PROMPT:
Find every line in the records below that contains the word "dead", and copy each such line.

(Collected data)

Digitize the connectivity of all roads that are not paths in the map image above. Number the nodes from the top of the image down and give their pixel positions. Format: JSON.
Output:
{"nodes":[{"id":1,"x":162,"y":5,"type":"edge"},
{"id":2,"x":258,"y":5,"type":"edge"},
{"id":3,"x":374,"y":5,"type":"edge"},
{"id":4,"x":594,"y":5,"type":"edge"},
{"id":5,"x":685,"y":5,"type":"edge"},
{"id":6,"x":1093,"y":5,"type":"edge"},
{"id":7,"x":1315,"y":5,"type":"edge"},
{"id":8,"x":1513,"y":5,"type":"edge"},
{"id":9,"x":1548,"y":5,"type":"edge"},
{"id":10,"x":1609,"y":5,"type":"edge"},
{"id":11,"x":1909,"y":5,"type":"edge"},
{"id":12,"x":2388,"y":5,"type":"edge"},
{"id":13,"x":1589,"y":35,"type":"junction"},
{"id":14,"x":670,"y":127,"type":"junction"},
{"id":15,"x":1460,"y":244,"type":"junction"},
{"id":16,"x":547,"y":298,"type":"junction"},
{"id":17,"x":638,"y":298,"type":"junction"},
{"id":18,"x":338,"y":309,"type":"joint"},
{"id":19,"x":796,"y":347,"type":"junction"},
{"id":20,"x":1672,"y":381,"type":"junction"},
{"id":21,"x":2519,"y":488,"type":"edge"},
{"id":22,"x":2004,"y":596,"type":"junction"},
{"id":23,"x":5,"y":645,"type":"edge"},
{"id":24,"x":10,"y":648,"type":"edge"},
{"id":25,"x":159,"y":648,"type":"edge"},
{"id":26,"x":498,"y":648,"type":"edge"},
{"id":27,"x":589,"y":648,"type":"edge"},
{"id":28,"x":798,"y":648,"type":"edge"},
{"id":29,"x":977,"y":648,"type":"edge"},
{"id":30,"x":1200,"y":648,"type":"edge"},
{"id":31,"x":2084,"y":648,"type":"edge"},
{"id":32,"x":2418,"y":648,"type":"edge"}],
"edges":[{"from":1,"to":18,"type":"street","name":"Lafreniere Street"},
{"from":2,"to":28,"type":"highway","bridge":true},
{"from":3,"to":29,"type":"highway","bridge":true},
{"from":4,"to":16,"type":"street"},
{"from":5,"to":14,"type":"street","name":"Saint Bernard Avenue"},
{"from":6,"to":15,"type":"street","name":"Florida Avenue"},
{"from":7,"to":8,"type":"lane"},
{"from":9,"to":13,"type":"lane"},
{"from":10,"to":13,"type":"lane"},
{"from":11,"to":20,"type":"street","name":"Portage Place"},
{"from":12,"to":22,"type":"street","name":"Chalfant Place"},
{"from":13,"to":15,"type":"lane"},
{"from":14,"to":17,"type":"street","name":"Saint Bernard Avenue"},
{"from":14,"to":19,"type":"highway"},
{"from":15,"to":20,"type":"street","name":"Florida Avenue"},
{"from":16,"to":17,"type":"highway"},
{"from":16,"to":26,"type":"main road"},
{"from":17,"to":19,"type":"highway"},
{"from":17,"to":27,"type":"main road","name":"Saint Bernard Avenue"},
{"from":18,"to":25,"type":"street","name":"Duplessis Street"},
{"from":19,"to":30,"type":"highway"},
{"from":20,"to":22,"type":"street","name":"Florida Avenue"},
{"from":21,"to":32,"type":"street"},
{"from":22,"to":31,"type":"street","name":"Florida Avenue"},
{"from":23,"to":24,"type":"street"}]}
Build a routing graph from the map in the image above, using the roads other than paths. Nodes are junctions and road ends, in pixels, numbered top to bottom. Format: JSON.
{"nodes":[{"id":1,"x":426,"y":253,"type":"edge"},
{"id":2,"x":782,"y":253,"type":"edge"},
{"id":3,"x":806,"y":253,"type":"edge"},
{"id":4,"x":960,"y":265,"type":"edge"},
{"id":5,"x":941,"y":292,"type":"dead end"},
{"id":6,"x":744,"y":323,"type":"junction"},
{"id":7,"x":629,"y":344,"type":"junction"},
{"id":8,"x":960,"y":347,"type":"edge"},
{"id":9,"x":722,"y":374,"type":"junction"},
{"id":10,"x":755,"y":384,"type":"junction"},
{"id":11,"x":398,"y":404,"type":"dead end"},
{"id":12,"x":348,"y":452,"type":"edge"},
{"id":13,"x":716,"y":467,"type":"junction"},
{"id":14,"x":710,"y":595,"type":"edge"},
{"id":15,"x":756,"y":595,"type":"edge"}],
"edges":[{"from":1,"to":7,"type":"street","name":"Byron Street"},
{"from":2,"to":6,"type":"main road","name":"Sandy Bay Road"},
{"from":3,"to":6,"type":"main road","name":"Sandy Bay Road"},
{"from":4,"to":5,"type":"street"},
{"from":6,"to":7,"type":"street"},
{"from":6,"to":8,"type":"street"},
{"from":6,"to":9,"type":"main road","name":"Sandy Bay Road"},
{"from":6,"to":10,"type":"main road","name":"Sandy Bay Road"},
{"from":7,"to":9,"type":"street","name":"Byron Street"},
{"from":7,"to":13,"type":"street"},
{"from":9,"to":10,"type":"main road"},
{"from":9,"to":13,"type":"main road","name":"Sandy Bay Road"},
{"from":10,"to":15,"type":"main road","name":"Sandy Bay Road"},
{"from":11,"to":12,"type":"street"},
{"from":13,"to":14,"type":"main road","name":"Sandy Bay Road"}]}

ANSWER TO THIS EXERCISE:
{"id":5,"x":941,"y":292,"type":"dead end"},
{"id":11,"x":398,"y":404,"type":"dead end"},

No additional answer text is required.